> _Assignment_
Pick out each line below containing "PLACE".

-- Input data follows --

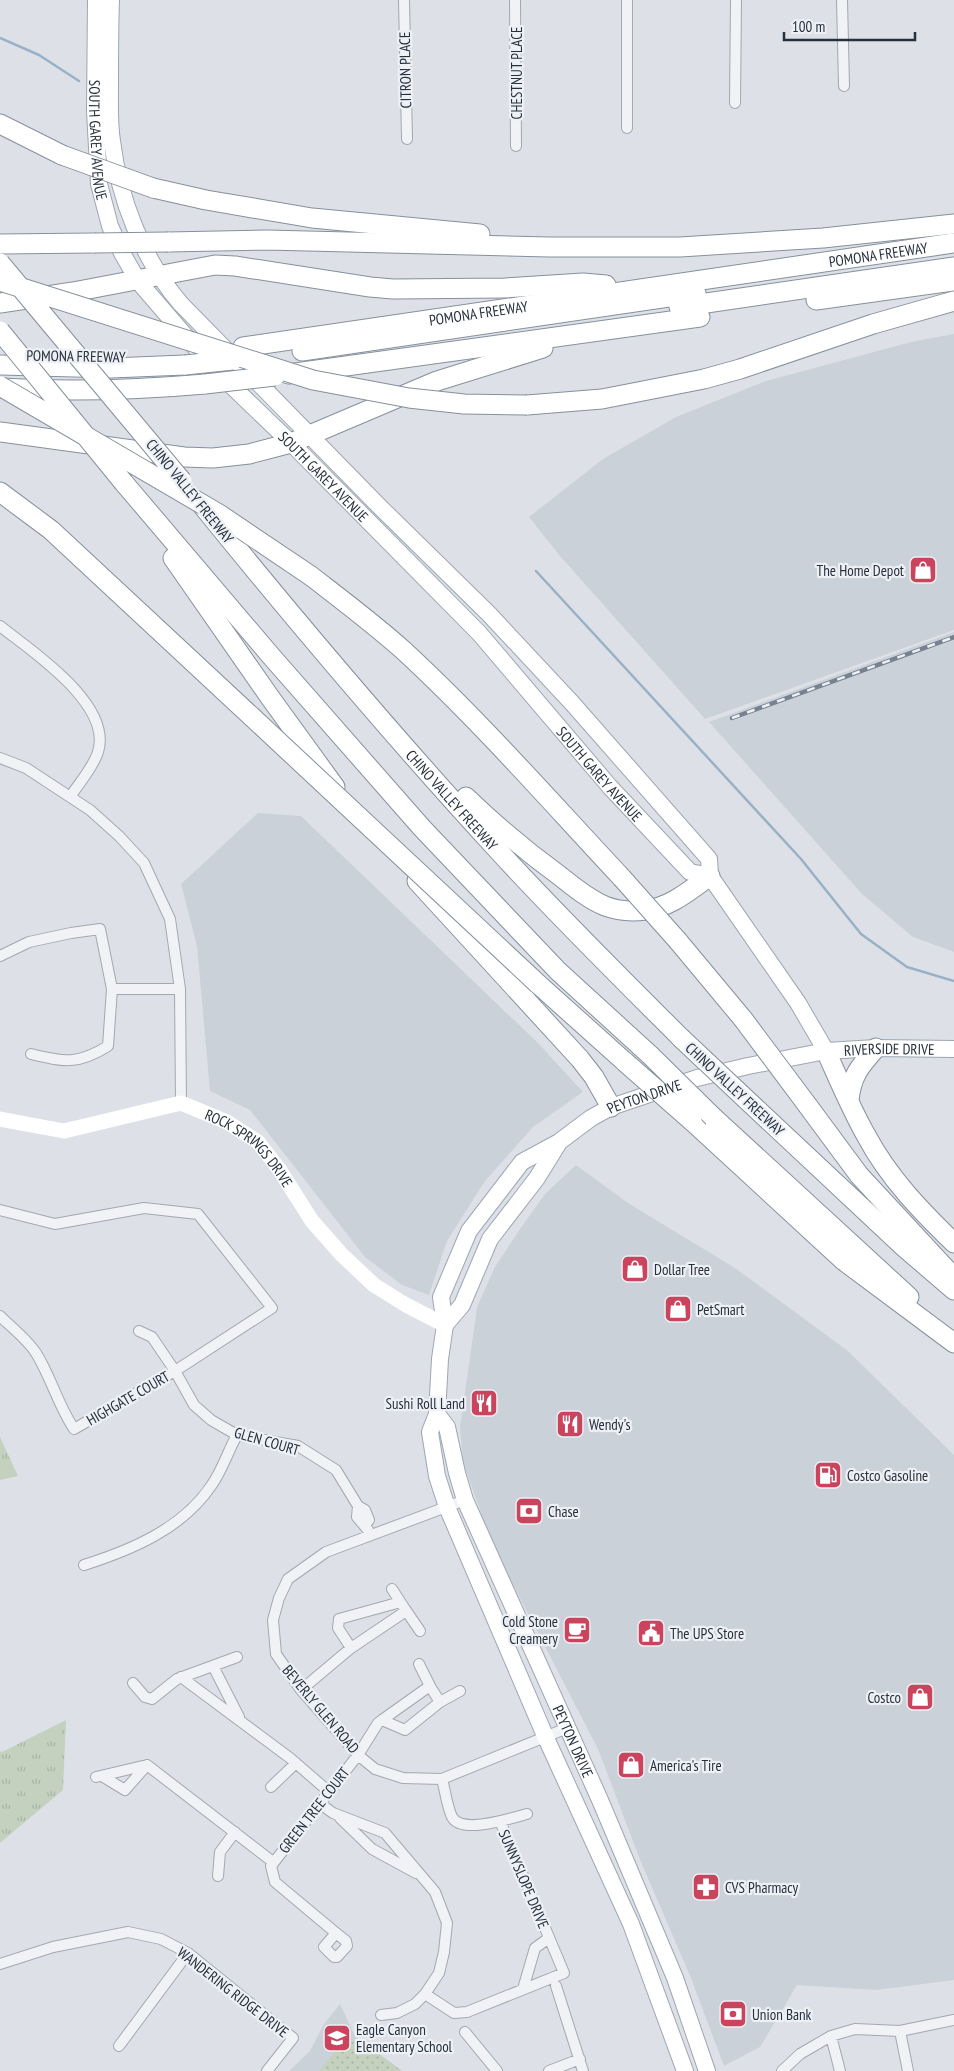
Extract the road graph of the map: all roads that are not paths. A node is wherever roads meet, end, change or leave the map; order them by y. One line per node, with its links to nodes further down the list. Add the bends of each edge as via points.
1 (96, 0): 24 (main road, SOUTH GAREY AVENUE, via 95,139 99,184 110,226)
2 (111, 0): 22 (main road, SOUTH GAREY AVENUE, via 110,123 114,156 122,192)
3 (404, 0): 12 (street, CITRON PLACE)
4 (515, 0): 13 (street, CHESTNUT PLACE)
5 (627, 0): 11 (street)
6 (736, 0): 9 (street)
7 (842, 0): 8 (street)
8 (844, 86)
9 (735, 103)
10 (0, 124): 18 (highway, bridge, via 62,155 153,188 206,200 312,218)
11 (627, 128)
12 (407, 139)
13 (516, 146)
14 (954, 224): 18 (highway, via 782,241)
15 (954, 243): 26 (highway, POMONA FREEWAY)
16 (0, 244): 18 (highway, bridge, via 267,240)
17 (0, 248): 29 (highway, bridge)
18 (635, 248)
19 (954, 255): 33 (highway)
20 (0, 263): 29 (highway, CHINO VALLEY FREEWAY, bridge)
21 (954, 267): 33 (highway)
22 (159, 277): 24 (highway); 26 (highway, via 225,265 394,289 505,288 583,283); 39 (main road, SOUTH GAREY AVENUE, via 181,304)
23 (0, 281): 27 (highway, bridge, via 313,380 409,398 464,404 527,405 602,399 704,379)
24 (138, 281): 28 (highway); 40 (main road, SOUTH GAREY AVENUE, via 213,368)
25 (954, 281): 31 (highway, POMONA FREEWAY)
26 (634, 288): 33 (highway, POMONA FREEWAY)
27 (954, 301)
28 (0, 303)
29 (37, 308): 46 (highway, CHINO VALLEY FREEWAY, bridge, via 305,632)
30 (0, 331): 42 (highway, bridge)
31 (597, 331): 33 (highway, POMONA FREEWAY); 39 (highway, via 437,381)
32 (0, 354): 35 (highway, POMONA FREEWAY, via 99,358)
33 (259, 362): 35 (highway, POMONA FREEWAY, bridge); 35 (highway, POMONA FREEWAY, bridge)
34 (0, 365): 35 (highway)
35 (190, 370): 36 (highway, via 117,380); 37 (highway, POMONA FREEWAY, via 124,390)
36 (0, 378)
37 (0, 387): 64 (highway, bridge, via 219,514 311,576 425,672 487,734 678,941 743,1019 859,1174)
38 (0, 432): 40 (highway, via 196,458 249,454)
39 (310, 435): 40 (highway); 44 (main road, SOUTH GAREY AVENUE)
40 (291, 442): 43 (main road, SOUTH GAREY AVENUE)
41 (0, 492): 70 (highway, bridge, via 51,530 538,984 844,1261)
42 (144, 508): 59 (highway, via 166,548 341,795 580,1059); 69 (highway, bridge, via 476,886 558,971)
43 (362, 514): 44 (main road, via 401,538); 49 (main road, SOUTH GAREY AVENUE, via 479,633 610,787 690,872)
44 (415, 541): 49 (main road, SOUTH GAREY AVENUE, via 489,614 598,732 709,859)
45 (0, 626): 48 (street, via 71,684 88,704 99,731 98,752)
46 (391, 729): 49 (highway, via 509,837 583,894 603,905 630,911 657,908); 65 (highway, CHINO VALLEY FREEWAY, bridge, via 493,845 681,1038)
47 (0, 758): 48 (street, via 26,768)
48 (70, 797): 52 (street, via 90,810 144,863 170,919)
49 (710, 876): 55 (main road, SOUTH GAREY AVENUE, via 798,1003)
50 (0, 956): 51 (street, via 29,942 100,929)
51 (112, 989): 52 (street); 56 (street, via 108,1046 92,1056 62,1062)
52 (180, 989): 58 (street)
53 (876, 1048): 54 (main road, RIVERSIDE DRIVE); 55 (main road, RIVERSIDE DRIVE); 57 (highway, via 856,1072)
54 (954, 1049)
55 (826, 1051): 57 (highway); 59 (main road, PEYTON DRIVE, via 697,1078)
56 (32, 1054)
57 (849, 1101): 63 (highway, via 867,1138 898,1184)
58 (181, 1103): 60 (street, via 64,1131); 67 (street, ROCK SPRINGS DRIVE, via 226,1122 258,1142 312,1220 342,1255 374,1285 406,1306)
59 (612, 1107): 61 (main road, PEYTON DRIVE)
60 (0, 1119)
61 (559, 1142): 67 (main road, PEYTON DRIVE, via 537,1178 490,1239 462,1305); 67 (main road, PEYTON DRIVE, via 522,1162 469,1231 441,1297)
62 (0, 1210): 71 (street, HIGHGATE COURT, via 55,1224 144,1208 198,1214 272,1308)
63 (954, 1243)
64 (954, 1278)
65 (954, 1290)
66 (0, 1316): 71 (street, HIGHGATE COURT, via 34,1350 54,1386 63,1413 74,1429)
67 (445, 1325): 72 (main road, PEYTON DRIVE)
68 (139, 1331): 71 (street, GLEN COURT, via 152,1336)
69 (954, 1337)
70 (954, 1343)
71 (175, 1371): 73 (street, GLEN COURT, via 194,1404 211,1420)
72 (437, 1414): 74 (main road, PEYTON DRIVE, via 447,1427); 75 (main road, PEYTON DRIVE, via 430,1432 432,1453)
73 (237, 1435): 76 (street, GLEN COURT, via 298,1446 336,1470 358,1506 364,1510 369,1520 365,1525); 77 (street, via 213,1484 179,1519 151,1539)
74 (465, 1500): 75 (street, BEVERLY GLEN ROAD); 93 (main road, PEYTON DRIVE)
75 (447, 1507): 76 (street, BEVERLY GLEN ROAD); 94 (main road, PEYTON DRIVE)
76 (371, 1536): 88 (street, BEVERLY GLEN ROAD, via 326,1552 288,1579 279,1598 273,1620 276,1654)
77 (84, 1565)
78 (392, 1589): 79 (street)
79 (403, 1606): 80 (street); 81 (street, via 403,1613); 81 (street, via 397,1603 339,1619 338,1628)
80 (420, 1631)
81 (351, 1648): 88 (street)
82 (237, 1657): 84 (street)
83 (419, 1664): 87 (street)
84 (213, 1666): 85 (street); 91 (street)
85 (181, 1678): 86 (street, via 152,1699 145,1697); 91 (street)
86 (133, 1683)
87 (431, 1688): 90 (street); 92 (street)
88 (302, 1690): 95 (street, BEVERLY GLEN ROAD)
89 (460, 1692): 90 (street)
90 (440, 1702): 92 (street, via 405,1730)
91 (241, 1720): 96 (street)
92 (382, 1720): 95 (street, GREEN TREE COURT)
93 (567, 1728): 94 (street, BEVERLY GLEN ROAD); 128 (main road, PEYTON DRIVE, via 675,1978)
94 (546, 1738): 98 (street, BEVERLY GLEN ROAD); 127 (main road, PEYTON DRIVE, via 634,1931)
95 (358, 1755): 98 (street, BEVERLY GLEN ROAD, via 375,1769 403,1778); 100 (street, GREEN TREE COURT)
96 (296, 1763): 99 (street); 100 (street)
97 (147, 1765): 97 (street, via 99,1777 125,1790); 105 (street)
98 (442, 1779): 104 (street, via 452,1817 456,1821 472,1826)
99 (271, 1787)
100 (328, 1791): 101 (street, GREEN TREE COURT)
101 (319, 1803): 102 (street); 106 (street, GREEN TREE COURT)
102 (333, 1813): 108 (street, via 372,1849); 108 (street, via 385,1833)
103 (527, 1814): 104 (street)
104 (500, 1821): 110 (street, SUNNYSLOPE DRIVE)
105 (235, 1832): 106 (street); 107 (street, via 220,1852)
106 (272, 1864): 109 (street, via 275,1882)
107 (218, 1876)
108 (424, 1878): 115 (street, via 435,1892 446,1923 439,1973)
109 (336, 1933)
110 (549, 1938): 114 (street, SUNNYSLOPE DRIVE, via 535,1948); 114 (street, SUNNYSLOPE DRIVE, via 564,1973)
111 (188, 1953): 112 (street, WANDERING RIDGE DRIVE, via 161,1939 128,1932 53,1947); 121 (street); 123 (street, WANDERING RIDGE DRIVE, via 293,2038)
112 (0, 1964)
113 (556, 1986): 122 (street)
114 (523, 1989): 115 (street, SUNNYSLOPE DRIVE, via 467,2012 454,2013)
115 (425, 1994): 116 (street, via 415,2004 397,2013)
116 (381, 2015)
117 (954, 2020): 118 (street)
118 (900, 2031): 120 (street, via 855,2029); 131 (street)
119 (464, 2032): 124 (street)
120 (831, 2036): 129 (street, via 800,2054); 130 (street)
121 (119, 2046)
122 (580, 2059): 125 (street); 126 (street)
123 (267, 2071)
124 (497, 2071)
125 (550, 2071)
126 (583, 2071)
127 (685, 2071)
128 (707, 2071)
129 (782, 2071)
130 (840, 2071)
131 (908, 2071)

-- Input data concluded --

> _Your response_
3 (404, 0): 12 (street, CITRON PLACE)
4 (515, 0): 13 (street, CHESTNUT PLACE)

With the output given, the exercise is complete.